Metal is the way to go . Last hail storm we had ,, just this past week tore up a bunch of homes 80 mph wind gust. we had gust up to 60 at this location, no problems at all. 
I am not an expert framer but I can make the cuts I need, Just have to reseach tech issues. I think I have come up with a solution to fix everything. I may not be as fast but I am a sight better than the slop framers out there .


----------



## betterdrywall (May 4, 2010)

Looks like I have my hands full today.. Checked the south wall and it is slightly bowed out. Not sure how long it has been that way. Breaking out the tape measure and level today. Both will be well used. Did someone say this looks like Fun? Ha ! yeah it is fun project. Just be happy when I can finally get to cutting wood like a beaver . Take Care all. will post some more progress pictures this evening.


----------



## betterdrywall (May 4, 2010)

sorry guys no updates yet,,, still working out the framing,,, After looking over some new homes ,,I feel alot better about this project, framing is really not bad at all ..


----------



## Scott_w (Jun 16, 2010)

You better check your local codes. What you are doing would never pass here. I believe you can only move your ceiling up 1/3 of the span of your top cord. Those diagonal braces are in there for a reason.

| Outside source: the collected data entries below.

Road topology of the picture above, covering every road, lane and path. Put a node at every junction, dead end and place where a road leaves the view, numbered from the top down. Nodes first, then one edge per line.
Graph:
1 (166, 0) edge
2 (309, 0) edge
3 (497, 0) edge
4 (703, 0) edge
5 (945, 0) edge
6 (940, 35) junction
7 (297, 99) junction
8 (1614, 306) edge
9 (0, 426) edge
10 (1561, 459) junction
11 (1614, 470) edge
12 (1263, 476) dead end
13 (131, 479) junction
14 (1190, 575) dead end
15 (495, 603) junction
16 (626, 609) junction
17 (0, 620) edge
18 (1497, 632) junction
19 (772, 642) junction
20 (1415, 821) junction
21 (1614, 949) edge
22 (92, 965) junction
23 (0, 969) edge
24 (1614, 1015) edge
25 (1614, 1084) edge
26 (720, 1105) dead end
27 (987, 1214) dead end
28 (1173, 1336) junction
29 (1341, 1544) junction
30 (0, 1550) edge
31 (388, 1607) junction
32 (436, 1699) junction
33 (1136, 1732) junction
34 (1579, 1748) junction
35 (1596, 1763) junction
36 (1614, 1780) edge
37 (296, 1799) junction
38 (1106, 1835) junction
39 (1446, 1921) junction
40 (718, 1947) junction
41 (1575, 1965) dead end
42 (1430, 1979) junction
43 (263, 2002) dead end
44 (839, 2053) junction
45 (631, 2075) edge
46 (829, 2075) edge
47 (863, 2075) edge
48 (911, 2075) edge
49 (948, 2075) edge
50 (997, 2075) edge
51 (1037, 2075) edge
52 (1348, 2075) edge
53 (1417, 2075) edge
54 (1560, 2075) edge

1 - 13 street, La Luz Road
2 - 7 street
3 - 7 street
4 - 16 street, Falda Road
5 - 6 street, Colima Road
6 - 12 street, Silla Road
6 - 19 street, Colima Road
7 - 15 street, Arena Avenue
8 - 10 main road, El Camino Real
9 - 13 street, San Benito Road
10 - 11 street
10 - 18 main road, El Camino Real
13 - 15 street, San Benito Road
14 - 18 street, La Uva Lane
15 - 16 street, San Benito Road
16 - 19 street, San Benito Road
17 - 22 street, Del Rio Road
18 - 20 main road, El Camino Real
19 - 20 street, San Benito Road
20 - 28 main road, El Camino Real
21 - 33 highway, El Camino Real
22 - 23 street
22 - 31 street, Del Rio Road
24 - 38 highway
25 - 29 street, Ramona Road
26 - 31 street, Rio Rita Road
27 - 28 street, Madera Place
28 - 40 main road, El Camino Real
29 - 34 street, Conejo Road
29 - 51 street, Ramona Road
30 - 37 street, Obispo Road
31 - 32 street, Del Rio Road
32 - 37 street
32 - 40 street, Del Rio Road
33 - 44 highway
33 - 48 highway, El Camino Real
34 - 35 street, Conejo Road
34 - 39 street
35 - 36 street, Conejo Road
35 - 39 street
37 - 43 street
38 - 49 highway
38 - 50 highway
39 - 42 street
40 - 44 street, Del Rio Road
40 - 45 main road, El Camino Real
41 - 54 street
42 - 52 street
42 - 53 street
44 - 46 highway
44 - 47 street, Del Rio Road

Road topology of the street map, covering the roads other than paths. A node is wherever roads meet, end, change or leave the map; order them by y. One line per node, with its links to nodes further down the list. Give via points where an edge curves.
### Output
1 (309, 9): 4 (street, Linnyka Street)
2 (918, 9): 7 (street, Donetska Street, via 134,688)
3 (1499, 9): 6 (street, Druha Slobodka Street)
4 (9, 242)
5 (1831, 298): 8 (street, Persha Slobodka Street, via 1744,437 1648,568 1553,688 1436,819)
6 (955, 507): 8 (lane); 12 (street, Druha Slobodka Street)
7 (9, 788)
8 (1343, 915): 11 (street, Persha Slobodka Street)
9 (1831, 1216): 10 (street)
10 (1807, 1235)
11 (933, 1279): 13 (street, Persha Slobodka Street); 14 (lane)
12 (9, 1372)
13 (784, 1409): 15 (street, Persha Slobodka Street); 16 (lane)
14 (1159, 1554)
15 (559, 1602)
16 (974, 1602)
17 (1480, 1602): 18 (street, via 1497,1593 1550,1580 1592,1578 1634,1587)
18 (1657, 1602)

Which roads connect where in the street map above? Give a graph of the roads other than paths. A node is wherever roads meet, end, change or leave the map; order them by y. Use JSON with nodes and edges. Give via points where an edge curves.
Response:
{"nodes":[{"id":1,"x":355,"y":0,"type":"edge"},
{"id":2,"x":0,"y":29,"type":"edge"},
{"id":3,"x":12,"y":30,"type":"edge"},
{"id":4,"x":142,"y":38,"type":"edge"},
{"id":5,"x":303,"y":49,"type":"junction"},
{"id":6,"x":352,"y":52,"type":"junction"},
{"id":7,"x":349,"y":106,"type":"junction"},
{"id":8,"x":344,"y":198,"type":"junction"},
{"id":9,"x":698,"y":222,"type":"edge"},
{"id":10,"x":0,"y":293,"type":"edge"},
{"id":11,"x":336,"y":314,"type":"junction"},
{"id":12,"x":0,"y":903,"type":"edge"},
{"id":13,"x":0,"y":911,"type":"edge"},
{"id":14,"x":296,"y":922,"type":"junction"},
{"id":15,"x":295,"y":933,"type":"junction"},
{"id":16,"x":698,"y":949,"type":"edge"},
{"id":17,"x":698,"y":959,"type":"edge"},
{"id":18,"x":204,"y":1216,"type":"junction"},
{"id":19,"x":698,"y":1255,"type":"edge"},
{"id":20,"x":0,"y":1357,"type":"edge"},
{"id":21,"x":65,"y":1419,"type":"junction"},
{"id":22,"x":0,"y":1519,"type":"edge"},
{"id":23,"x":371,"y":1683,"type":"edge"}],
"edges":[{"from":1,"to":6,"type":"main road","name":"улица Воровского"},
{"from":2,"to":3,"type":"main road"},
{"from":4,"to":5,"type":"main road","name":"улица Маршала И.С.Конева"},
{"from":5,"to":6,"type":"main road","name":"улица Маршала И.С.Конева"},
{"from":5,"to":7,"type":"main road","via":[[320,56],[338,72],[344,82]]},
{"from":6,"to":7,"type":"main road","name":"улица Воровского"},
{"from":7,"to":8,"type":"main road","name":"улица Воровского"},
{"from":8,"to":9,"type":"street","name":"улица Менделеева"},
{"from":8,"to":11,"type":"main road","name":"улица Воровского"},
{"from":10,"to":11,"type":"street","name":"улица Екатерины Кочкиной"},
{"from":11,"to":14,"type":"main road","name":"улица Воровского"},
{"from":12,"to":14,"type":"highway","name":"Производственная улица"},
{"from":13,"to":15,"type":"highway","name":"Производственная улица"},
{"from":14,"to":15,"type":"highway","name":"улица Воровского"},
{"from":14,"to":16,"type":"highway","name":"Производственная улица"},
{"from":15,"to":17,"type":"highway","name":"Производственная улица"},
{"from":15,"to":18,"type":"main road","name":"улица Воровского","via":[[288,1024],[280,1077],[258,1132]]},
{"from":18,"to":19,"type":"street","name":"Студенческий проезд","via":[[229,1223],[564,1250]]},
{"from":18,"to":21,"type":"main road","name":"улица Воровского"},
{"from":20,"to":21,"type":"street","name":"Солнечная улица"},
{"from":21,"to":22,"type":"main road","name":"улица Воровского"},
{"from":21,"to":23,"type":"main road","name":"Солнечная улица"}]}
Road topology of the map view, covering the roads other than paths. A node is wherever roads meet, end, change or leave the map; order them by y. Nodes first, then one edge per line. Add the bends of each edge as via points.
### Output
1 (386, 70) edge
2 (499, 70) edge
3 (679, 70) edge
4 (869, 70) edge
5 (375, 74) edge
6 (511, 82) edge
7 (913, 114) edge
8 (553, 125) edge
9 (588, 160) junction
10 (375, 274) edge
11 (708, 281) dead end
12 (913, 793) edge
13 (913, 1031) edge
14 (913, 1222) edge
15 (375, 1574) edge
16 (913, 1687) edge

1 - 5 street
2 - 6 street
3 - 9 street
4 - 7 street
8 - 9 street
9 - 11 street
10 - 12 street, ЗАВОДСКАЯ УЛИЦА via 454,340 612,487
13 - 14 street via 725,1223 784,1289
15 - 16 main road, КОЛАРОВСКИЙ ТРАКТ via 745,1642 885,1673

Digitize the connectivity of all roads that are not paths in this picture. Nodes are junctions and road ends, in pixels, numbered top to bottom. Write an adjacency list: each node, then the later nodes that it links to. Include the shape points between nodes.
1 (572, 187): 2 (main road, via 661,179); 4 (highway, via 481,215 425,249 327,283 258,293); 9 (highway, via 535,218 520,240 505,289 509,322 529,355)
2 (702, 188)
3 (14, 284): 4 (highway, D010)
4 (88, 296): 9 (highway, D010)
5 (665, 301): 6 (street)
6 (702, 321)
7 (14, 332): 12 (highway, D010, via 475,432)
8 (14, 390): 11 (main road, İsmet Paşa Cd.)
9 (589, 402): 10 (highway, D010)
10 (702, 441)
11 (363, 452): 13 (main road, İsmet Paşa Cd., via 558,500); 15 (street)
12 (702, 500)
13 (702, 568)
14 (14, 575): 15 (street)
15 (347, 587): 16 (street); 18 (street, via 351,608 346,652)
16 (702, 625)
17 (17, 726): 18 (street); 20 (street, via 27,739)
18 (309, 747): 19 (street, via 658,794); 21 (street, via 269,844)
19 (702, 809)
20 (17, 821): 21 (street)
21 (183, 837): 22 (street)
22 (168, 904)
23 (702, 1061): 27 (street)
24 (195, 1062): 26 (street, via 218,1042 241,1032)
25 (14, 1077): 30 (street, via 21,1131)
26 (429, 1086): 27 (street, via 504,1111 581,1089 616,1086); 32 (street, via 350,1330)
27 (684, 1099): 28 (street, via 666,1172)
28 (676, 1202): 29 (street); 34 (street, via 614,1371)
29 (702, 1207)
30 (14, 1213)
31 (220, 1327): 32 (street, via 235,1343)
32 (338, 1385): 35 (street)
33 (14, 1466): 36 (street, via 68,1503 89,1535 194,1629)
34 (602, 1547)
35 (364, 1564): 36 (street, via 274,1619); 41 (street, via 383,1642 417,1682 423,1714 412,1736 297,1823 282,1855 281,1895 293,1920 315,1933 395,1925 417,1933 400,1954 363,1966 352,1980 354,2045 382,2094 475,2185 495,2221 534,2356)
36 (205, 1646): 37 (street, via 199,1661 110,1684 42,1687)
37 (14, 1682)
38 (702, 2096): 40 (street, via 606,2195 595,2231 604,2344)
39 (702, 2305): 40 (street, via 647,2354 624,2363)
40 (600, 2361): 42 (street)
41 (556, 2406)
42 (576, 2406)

As mentioned you need to worry about downward pressure on the roof and the walls pushing out.

scott


----------



## betterdrywall (May 4, 2010)

Scott_w said:


> You better check your local codes. What you are doing would never pass here. I believe you can only move your ceiling up 1/3 of the span of your top cord. Those diagonal braces are in there for a reason.
> 
> As mentioned you need to worry about downward pressure on the roof and the walls pushing out.
> 
> scott


Scott the downward pressure is of my main concern, I only want to go up 1 or 2 foot if I can. Right now I am going up as high as I can with studs then placing in additional braces, It will actually have more bracing than before. The joist I removed were not doing much at all. some even shattered during removal. Wood is very Dry. 

I have also done as Slim suggested fixing the fixing the rafters by doubling up.. Take Care and Thanks again


----------



## betterdrywall (May 4, 2010)

alittle more progress today,, had to bring in some extra help


----------



## betterdrywall (May 4, 2010)

A few more from today,, Temp 102 F,,,,, smokin hot days on the jobsite,,


----------



## betterdrywall (May 4, 2010)

Leadman Shawn,, Workin Hard..


----------



## betterdrywall (May 4, 2010)

Almost finished,, may take the weekend to get final cleanup done,, Clipped the master and 2nd bdrm up to 10 ft. dining room and a few other areas is all that is left to finish. Been working pretty hard in this heat. take some more pictures soon after final cleanup.


----------



## betterdrywall (May 4, 2010)

was thinking about using this bead for all the cielings ,may even run it on all the angles through out the house. was wondering if there was any photos of this bead finished or video .http://www.trim-tex.com/product_catalog.php?cat_display=showproduct&id=239


----------



## betterdrywall (May 4, 2010)

few more pictures getting close to a wrap, still some punchout to do


----------



## betterdrywall (May 4, 2010)

Den and Living room is same 16 inch lvl 12 inch lvl for dining and kitchen, went up 10 ft on entry and the two main bedrooms. I have decided to go all 5/8 sheetrock. Right now I an tring to decide if I should go with 3/4 round only or break it up with 3/4 and 1 1/2 bullnose.Pretty sure it will get a Slimpickins texture. Also lighting ,rope lighting placement.


----------



## betterdrywall (May 4, 2010)

This is the last part of the framing. new front porch.


----------



## 2buckcanuck (Jul 9, 2010)

betterdrywall said:


> This is the last part of the framing. new front porch.


So................. how many sheep will you be able to get on your front porch :whistling2:


----------



## betterdrywall (May 4, 2010)

2buckcanuck said:


> So................. how many sheep will you be able to get on your front porch :whistling2:


 Not any at all,, the Bull next door would have a fit.


----------



## chris (Apr 13, 2011)

Looks like fun:thumbsup: What is a slimpickens texture? Just curious


----------



## SlimPickins (Aug 10, 2010)

chris said:


> Looks like fun:thumbsup: What is a slimpickens texture? Just curious


Yeah....what IS a Slimpickins texture? I feel like I should definitely know this one!


----------



## betterdrywall (May 4, 2010)

It's a highly secret texture finish,, well gaurded by the drywall gods,,, Ha!

Anyhoo Looks like Uncle Sam is going to put the breaks on this project for awhile. 
Dayum Taxes are going to wipe me out this year. Dayum CPA!! really not happy with my CPA at all. changing to a new one this month. Oh well there is still lots for me to do to keep it going. concentrate on all the little stuff that doesn't cost a whole lot of beans.


----------